The woman lifted her gaze, as though considering. “Not for a couple days, but—”
“I think I hear a baby crying from inside.”
The woman frowned, walking to where he was and placing her own ear against the door. “You’re right. That’s Nadia. I hear her.” She looked up at him. “Ah, shit. Brandy left her alone again. I told that girl to bring her over to me if she needed a sitter, but she swore she only left her if it was for less than an hour and she was sleeping. Stupid girl.”
“Do you have a key?”
“No. The maintenance man has one, but he’ll already have gone home. The owner is an agency or corporation, and they never answer calls. They don’t even have an email, just a box on their website where you’re supposed to let them know you’d like a call back. Such bull—”
Ambrose stepped back, lifted his leg, and easily kicked in the door as the woman next to him cowered to the side. The door bounced back off its broken hinges, allowing him access. The cry could be heard more clearly now that the door was open, and he drew back at the smell of death. Ambrose moved toward the cry, the sounds of the neighbor woman following behind.
His heart dropped when he stopped in the bedroom doorway and saw the scene inside. A woman, her body purple and bloated, lay dead on the floor, the needle she’d overdosed with still stuck in her arm. And next to her, a toddler girl lay on the floor, hand clutching her lifeless mother’s shirt.
“Oh my God. Oh my God,” the woman behind him chanted. “Oh, Nadia.”
Ambrose swooped up the baby girl, the scent of decay heavy on her clothing, her face red and streaked with tears. She’d soiled her diaper, and the scent of that mixed with the smell of rot almost overwhelmed Ambrose, but he breathed through his nose and held the little girl tightly to him as he left the room.
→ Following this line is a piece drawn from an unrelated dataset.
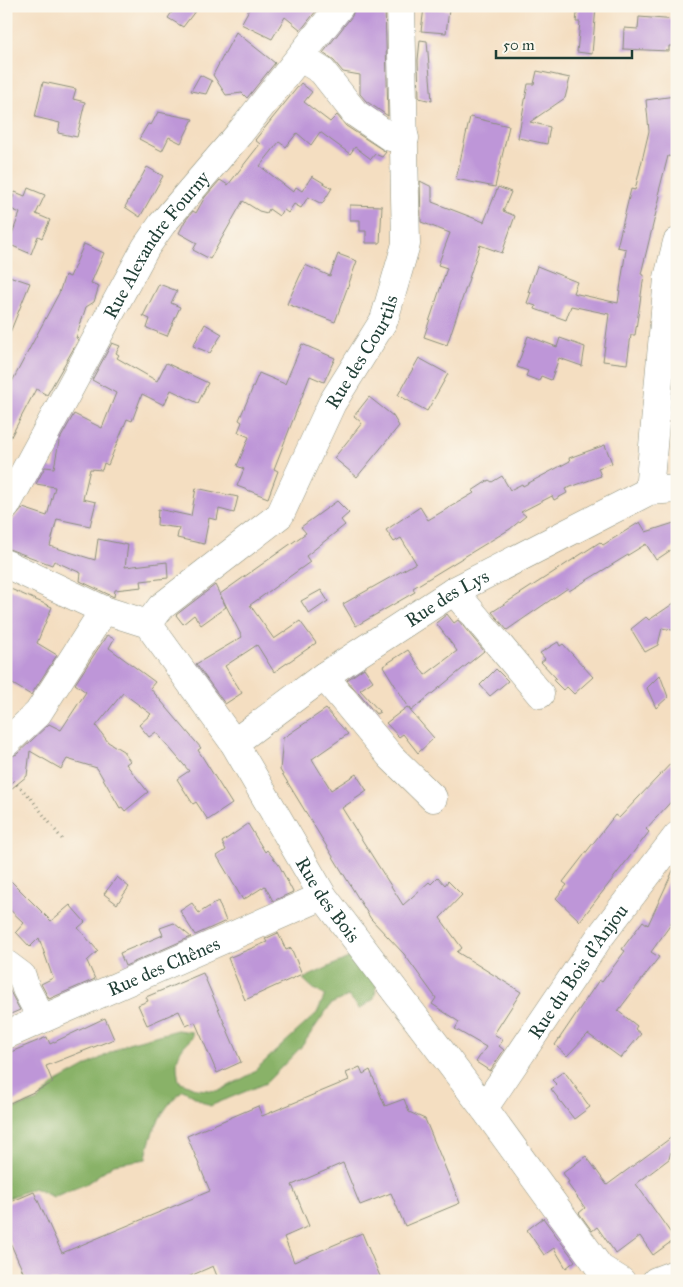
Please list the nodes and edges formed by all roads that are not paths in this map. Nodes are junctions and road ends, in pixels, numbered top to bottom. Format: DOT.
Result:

The little girl, Nadia, started screaming more loudly, twisting in his arms and reaching her arms out for her mother. Jesus Christ, what was this going to do to the child?
“Shh,” he cooed. “It’s okay. It’s going to be okay. You’re safe.”
He heard the neighbor on the phone with the police, giving them the address of Brandy’s apartment. Help would be here soon, and Ambrose couldn’t be around when they arrived. The neighbor hung up the phone, and Ambrose handed the sobbing child to her. She laid her head down on the woman’s shoulder, obviously exhausted by whatever she’d been through over the past few days while her mother’s body bloated with gas and began to decay in front of her. “Take care of her,” he told the neighbor, who looked shell shocked, her skin a sickly tint of green, as though she might be sick any moment. But she nodded, managing to hold it down as she stroked the little girl’s hair.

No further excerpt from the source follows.